## Dataset entries
···

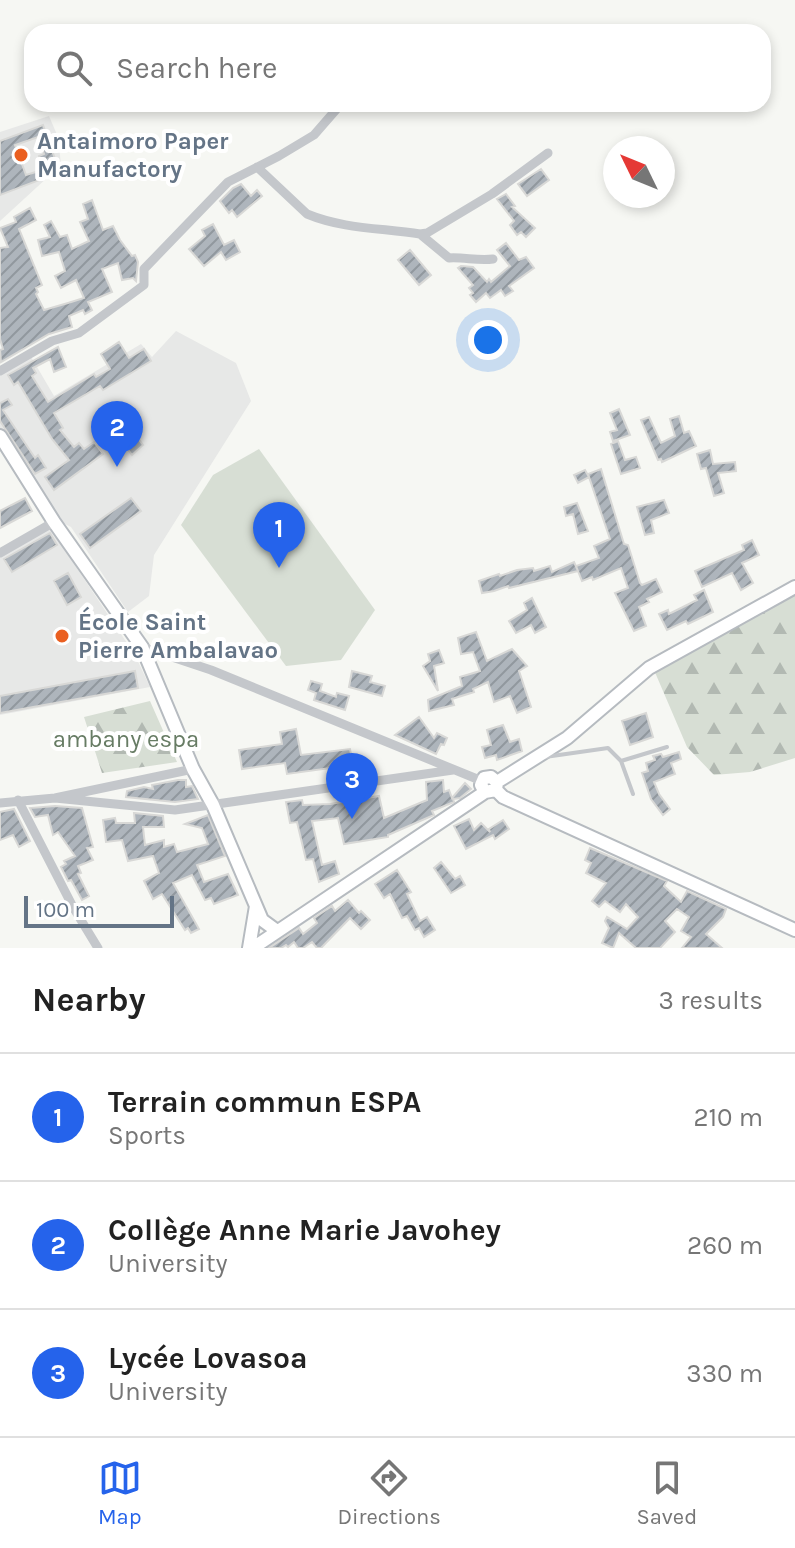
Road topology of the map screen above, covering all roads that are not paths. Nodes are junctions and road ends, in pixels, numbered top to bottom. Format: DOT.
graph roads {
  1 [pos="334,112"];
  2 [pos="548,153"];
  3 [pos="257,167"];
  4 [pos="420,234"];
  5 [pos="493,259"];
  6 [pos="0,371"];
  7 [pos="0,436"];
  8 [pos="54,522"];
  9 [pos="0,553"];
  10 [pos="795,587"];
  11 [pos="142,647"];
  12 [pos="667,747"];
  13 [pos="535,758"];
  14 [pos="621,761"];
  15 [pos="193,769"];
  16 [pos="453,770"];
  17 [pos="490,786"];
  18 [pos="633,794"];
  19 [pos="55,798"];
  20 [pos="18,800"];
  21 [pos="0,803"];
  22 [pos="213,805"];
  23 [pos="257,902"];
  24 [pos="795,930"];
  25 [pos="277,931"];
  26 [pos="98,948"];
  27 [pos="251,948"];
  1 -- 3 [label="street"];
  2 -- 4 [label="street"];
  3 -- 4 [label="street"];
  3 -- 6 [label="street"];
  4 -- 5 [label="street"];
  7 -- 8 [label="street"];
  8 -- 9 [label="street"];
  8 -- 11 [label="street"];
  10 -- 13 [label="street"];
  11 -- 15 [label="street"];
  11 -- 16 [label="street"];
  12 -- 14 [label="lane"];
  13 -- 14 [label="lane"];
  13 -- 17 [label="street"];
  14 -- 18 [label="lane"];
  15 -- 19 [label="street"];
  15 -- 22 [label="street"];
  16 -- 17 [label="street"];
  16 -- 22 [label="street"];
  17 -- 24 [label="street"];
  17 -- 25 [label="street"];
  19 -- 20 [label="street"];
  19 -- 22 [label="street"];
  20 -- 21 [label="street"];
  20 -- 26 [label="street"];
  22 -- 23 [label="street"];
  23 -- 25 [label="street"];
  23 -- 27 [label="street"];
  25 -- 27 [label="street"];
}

···

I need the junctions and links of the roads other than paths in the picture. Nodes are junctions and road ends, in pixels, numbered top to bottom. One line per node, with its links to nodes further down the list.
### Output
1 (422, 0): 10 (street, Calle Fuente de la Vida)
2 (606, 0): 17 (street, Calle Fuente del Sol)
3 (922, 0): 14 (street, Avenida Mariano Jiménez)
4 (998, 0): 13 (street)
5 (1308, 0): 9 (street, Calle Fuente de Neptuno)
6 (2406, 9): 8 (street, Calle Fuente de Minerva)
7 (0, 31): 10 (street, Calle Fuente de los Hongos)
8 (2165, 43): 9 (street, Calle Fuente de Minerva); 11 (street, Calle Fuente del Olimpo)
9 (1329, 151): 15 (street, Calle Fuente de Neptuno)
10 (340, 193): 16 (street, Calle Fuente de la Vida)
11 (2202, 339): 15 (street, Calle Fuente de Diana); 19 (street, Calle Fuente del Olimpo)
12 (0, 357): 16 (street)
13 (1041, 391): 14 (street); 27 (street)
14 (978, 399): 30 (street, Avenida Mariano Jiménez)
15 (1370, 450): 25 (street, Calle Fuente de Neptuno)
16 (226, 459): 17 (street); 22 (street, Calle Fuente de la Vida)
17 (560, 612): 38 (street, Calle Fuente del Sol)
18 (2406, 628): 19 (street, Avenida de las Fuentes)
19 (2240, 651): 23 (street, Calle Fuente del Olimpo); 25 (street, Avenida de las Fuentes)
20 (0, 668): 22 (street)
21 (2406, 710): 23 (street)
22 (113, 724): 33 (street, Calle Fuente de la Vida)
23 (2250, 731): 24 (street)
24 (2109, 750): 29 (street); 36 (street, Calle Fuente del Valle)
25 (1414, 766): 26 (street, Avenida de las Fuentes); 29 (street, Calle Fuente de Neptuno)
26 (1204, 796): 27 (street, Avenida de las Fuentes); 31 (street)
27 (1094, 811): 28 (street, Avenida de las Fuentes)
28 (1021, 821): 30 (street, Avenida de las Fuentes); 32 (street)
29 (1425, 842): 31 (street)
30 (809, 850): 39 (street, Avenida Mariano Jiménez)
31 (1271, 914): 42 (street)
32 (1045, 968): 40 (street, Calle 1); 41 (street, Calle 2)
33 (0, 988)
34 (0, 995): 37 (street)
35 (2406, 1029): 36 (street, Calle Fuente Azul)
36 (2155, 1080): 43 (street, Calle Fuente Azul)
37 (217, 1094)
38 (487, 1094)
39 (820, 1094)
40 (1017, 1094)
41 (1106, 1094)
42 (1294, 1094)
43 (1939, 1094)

···

## WHAT YOU SHOULD DO
Only one number is expected: the count of lines in the entries holding the string "Minerva".

## EXERCISE RESPONSE
2